Repeat exactly the lines below that lie between the line with "inset:0; background:#cbc6d8; transform-origin:0" and the line with "translate:-50% -50%; white-space:nowrap;", counting both of those lines as part of the answer.
::::::::
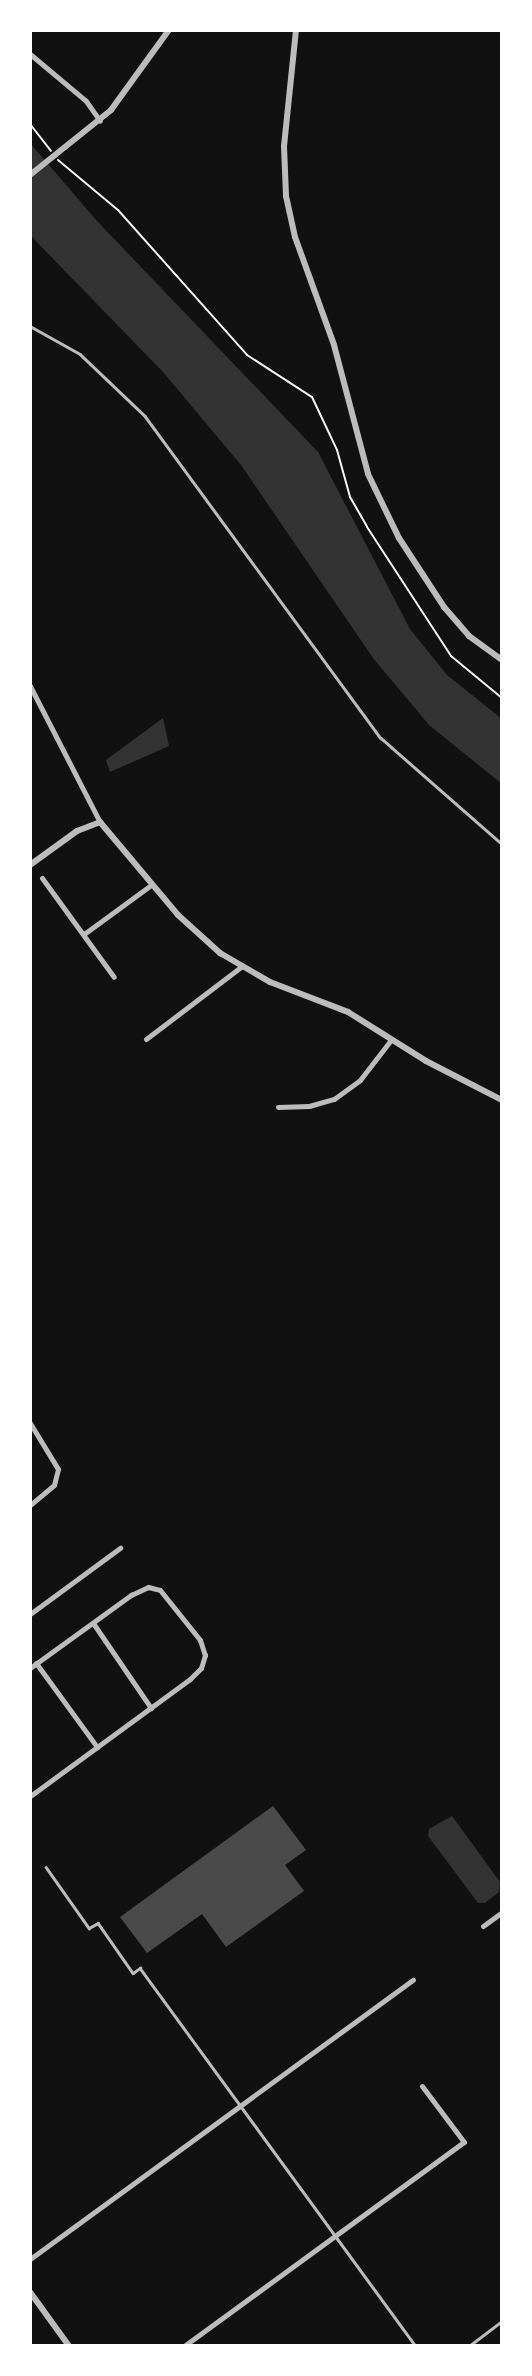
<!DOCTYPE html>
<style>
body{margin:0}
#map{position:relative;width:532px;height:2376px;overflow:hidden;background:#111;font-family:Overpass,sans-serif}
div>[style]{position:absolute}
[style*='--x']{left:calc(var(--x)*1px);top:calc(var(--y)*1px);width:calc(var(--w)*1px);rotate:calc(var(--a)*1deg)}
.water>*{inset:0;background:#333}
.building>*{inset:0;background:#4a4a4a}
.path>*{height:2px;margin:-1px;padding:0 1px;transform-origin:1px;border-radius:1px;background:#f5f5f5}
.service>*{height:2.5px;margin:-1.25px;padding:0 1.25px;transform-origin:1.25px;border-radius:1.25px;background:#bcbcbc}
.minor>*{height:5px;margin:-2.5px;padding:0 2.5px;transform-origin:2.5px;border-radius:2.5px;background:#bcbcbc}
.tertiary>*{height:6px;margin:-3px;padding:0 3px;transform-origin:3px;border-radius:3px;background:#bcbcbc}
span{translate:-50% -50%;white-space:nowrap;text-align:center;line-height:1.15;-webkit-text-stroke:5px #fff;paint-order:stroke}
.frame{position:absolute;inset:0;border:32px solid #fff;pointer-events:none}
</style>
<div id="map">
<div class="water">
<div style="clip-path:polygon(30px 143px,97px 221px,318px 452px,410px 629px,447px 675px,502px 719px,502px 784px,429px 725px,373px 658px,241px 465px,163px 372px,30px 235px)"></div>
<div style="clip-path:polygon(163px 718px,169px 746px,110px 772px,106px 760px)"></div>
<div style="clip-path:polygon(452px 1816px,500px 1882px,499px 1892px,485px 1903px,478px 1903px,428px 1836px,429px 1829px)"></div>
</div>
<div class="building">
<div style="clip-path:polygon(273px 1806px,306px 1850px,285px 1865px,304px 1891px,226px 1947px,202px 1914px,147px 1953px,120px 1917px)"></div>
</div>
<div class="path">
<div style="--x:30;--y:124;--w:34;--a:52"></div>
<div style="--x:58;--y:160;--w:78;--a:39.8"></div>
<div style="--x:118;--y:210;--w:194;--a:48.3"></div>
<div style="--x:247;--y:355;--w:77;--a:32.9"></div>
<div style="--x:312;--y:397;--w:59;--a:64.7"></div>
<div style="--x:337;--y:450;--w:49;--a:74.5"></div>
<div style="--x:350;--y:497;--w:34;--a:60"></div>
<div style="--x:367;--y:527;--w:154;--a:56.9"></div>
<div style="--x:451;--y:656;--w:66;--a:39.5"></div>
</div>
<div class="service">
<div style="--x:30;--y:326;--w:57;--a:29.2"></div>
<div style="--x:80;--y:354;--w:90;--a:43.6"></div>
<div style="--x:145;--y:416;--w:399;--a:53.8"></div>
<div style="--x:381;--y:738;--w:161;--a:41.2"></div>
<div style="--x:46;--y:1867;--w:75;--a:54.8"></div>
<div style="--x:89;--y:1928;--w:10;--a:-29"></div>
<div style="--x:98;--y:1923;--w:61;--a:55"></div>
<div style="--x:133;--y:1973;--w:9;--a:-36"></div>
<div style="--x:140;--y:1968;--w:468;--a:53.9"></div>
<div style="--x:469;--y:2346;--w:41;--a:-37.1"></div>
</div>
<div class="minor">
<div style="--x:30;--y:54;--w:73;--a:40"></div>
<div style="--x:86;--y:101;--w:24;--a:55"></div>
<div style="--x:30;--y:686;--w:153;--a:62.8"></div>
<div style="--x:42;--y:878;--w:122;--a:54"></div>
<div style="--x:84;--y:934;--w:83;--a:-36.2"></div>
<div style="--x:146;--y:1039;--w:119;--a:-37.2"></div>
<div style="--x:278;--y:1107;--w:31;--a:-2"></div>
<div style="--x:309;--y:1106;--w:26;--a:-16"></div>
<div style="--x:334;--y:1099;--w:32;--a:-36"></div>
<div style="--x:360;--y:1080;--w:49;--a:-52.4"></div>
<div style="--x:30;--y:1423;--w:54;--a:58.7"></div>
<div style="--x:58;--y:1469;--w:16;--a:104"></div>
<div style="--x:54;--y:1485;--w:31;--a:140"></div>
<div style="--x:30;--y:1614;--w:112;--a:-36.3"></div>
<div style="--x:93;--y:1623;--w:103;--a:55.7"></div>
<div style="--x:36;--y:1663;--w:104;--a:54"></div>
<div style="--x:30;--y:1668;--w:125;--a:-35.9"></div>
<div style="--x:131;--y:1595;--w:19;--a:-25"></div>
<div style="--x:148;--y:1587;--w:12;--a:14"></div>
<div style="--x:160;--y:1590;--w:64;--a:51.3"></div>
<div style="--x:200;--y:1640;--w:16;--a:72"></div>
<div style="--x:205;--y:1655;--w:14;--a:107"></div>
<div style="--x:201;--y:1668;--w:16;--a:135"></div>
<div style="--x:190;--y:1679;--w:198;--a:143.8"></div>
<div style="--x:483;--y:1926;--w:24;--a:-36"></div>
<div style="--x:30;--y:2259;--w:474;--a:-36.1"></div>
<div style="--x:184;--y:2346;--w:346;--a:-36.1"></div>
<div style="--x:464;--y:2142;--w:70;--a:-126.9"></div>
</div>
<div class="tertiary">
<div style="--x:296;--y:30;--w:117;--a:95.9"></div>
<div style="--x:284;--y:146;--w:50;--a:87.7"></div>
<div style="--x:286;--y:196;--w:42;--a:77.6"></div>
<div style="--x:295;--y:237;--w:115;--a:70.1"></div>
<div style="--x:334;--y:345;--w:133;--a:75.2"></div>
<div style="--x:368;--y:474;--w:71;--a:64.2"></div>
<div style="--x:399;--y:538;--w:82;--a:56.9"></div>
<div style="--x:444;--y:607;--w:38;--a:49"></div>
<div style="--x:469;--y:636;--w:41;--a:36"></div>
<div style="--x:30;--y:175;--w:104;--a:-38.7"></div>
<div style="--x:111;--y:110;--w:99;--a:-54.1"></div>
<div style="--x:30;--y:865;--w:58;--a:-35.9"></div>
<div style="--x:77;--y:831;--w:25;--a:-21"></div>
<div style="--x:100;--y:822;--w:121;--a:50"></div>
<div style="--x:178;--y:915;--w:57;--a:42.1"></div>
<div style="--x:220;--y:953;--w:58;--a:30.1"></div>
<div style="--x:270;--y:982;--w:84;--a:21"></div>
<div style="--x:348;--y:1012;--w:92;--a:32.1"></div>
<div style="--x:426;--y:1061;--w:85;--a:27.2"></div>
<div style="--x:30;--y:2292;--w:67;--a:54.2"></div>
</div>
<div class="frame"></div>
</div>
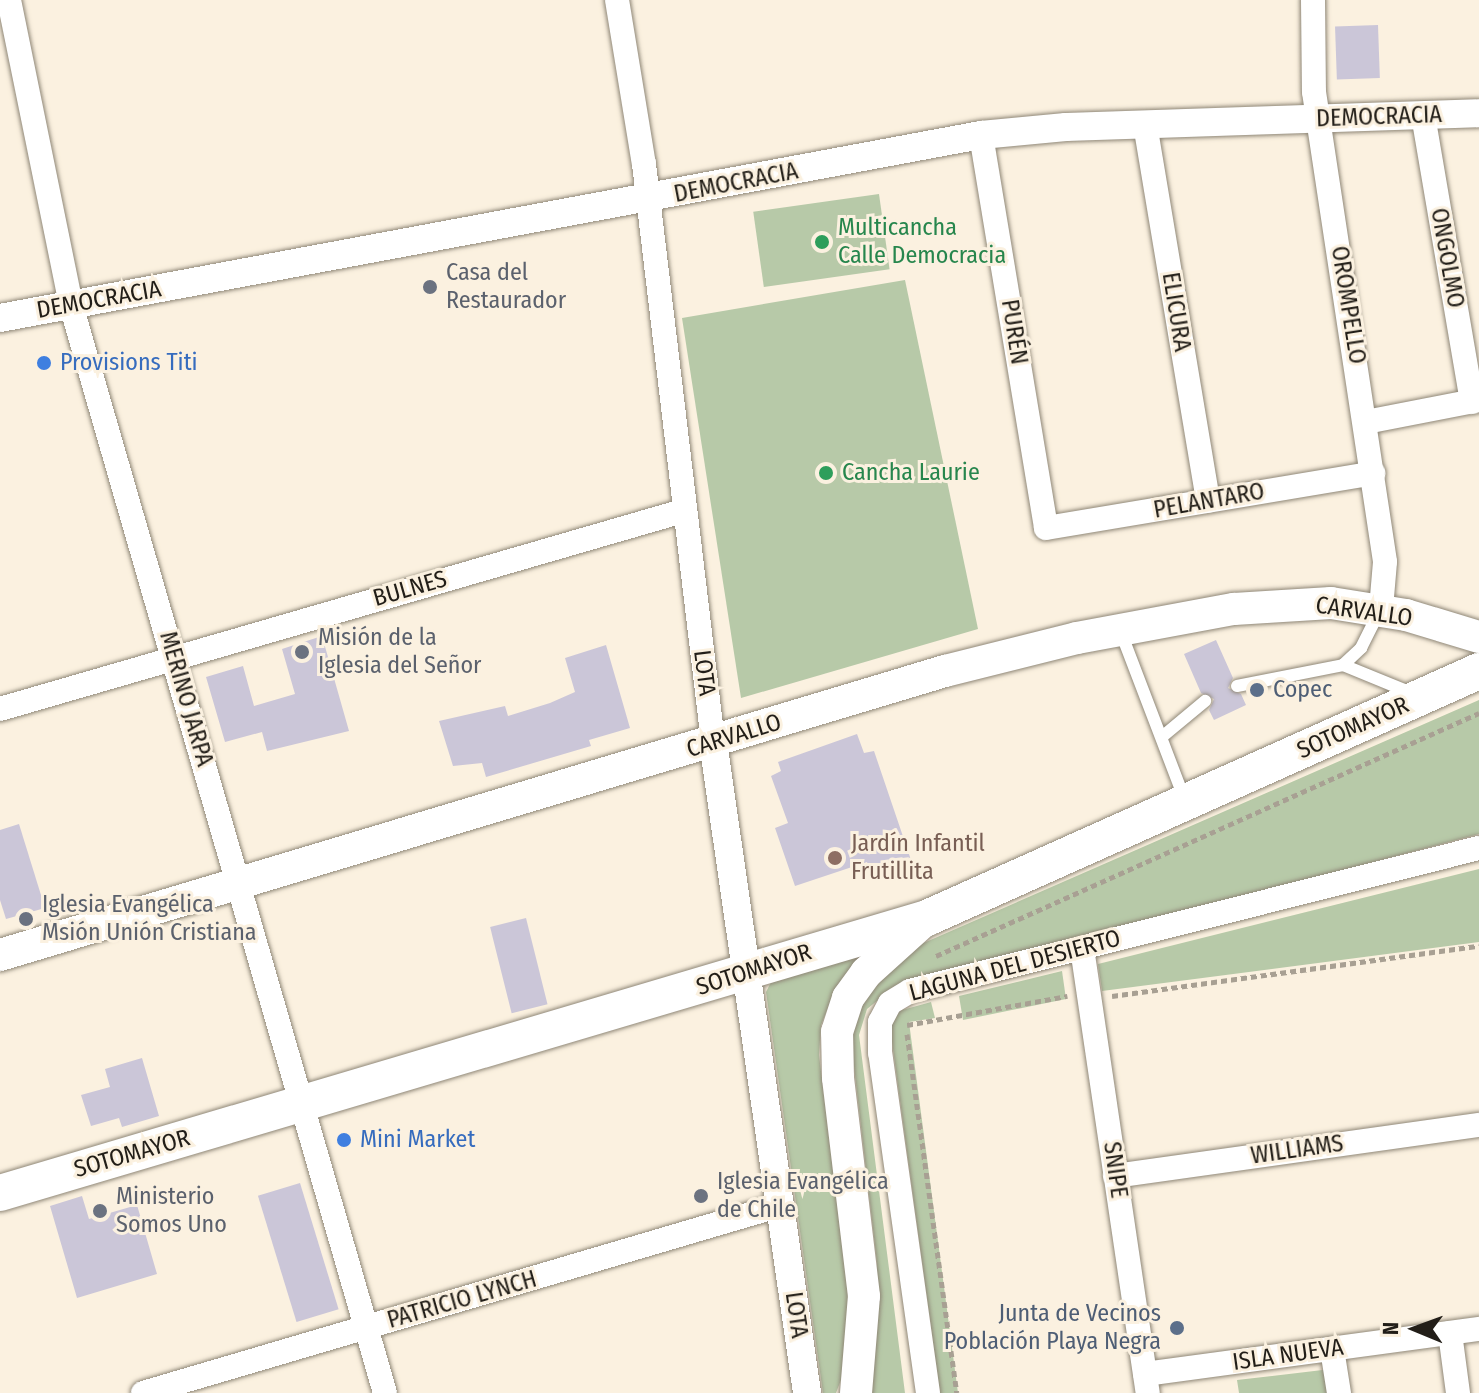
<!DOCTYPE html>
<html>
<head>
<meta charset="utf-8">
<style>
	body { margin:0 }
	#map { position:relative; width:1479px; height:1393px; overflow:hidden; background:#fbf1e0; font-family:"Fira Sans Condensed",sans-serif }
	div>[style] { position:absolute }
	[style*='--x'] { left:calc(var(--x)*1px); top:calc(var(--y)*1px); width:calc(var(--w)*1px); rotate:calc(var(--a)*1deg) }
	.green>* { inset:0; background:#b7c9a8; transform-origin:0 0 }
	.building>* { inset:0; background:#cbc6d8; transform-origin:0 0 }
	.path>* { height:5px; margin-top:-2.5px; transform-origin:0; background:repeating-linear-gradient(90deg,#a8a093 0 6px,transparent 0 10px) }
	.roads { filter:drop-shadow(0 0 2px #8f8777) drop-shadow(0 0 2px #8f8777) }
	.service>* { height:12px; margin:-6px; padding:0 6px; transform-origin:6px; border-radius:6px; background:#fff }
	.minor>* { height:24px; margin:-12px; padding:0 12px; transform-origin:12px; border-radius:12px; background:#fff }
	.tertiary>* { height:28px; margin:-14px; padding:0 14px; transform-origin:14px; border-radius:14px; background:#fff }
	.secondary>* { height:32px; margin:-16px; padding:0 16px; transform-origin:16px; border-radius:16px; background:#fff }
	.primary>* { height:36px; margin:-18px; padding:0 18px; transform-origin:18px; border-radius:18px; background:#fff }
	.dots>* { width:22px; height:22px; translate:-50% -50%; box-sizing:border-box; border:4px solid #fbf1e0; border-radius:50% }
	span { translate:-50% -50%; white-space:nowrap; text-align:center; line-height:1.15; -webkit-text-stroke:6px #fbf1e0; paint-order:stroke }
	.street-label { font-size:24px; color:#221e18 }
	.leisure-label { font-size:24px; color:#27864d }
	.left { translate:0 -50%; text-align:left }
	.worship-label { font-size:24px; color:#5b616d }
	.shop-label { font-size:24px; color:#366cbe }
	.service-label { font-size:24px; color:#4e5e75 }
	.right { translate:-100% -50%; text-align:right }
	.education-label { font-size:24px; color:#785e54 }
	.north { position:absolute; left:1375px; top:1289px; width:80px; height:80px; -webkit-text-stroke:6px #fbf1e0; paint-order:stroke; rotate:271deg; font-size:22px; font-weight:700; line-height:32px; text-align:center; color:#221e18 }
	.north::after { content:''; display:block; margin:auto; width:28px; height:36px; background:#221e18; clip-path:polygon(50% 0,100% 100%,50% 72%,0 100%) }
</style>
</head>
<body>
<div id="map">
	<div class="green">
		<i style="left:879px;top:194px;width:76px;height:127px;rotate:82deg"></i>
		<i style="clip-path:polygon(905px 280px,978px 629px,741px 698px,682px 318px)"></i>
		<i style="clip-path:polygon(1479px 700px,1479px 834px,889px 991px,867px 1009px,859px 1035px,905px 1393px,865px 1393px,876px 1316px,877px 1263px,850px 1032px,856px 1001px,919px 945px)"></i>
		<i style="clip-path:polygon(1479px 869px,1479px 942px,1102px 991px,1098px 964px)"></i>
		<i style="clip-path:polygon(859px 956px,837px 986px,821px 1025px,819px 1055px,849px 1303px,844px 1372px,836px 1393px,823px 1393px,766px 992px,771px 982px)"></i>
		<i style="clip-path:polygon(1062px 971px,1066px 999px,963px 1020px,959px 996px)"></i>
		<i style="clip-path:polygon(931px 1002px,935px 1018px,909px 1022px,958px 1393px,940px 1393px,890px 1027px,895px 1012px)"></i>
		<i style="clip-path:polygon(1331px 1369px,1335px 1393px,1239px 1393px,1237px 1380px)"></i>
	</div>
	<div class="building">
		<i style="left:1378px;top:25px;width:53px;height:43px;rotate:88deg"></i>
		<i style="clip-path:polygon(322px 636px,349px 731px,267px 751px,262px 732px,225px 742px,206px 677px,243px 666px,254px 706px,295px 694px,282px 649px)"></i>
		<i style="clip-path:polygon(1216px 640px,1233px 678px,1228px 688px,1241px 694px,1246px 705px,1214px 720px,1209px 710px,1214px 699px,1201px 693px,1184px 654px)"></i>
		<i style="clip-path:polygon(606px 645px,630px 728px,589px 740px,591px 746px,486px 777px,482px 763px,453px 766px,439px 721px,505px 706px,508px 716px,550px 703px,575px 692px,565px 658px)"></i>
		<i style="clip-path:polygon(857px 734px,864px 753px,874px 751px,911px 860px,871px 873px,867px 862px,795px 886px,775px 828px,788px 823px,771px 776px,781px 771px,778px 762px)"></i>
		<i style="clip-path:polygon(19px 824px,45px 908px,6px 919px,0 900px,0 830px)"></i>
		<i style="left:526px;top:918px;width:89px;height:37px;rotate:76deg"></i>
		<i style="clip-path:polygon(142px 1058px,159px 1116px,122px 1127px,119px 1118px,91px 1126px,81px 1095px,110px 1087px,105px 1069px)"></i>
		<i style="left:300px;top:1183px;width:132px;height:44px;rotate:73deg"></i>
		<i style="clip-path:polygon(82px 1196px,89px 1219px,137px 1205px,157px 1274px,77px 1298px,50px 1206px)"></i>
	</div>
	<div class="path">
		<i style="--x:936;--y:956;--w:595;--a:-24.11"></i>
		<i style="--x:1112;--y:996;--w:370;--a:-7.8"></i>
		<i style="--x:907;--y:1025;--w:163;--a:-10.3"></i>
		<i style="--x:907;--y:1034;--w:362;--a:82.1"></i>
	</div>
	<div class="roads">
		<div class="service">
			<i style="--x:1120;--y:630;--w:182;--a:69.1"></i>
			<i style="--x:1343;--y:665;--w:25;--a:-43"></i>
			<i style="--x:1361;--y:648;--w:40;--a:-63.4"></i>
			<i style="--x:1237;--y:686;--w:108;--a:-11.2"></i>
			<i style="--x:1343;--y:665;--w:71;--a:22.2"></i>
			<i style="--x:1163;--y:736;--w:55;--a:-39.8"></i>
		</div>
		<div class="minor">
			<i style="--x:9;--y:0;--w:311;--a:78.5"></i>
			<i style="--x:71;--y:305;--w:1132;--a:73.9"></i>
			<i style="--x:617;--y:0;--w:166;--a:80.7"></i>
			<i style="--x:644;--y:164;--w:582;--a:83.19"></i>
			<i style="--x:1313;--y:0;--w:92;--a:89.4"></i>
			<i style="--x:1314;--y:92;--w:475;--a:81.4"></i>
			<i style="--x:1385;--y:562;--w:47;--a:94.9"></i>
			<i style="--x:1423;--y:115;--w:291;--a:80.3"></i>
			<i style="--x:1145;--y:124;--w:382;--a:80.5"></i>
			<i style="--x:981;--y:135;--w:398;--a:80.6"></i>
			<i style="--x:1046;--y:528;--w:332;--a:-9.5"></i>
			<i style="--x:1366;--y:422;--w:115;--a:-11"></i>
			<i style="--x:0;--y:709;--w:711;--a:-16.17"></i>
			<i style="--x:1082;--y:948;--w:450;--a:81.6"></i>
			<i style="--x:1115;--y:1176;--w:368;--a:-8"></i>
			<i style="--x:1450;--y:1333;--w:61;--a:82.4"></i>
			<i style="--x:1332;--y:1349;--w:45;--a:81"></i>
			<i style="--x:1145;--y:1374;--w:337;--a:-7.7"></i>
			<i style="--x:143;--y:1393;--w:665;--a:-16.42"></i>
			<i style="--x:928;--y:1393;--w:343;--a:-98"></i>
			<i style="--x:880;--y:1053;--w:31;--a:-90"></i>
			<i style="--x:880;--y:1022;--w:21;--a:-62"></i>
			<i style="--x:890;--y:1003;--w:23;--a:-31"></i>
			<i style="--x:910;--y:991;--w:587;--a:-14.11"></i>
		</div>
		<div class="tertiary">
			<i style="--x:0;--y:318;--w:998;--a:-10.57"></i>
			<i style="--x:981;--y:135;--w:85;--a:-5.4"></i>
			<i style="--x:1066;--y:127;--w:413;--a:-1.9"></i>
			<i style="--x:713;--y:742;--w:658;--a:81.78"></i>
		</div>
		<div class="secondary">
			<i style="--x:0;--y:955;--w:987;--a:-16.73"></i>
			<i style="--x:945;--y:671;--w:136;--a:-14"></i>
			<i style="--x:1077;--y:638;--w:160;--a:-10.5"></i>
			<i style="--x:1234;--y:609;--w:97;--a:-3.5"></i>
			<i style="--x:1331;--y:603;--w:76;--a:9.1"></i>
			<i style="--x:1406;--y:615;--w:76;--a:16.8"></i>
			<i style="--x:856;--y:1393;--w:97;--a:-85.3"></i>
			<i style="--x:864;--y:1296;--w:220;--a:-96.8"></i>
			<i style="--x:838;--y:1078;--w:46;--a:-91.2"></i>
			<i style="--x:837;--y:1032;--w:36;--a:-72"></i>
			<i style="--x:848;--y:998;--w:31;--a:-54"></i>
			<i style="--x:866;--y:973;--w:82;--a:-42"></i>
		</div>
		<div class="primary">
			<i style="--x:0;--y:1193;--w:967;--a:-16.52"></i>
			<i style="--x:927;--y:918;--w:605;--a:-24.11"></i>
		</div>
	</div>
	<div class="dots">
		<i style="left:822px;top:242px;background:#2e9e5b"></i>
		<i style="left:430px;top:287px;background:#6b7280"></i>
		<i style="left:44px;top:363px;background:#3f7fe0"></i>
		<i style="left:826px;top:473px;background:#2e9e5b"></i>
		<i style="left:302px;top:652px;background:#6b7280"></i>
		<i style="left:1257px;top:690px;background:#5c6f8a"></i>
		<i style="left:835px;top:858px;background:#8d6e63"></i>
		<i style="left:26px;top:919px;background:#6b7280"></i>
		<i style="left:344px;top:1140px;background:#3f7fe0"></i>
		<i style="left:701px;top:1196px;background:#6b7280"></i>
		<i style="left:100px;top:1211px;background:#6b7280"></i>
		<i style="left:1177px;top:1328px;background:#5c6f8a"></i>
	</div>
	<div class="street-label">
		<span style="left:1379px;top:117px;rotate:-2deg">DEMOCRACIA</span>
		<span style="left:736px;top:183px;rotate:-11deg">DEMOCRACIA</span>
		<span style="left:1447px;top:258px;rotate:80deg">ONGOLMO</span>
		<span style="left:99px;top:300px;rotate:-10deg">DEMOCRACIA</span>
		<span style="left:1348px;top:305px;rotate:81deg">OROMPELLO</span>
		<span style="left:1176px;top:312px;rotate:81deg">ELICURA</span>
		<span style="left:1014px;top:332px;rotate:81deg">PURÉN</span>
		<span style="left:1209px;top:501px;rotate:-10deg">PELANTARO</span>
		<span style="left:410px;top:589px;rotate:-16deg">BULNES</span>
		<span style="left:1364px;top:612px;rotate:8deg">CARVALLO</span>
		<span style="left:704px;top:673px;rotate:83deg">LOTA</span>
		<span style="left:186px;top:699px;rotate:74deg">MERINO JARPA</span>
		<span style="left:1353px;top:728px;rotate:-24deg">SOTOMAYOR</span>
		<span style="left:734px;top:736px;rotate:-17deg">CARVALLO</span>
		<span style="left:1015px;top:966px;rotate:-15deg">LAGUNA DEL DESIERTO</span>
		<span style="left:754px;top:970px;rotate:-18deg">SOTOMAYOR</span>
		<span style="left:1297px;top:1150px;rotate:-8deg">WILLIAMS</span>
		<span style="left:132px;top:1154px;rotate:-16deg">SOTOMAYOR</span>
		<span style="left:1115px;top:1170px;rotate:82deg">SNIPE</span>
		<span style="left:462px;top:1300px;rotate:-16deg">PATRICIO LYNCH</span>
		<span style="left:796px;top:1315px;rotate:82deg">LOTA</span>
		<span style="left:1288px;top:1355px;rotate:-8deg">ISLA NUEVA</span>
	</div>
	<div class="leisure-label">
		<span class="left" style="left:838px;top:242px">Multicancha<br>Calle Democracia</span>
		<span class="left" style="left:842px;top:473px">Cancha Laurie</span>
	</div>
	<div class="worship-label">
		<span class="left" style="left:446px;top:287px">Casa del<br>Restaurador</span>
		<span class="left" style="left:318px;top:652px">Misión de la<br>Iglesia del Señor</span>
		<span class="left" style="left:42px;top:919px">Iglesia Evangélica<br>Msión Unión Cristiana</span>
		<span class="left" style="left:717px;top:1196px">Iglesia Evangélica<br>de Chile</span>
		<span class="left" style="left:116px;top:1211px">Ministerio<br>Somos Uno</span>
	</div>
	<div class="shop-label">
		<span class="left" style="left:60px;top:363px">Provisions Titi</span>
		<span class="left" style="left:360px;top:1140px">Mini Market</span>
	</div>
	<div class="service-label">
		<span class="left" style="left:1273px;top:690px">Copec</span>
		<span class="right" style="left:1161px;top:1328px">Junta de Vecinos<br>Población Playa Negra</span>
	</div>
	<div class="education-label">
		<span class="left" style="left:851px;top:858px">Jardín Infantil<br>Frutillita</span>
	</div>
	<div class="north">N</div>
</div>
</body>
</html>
::::::::
▶ **Written solution**:
	.building>* { inset:0; background:#cbc6d8; transform-origin:0 0 }
	.path>* { height:5px; margin-top:-2.5px; transform-origin:0; background:repeating-linear-gradient(90deg,#a8a093 0 6px,transparent 0 10px) }
	.roads { filter:drop-shadow(0 0 2px #8f8777) drop-shadow(0 0 2px #8f8777) }
	.service>* { height:12px; margin:-6px; padding:0 6px; transform-origin:6px; border-radius:6px; background:#fff }
	.minor>* { height:24px; margin:-12px; padding:0 12px; transform-origin:12px; border-radius:12px; background:#fff }
	.tertiary>* { height:28px; margin:-14px; padding:0 14px; transform-origin:14px; border-radius:14px; background:#fff }
	.secondary>* { height:32px; margin:-16px; padding:0 16px; transform-origin:16px; border-radius:16px; background:#fff }
	.primary>* { height:36px; margin:-18px; padding:0 18px; transform-origin:18px; border-radius:18px; background:#fff }
	.dots>* { width:22px; height:22px; translate:-50% -50%; box-sizing:border-box; border:4px solid #fbf1e0; border-radius:50% }
	span { translate:-50% -50%; white-space:nowrap; text-align:center; line-height:1.15; -webkit-text-stroke:6px #fbf1e0; paint-order:stroke }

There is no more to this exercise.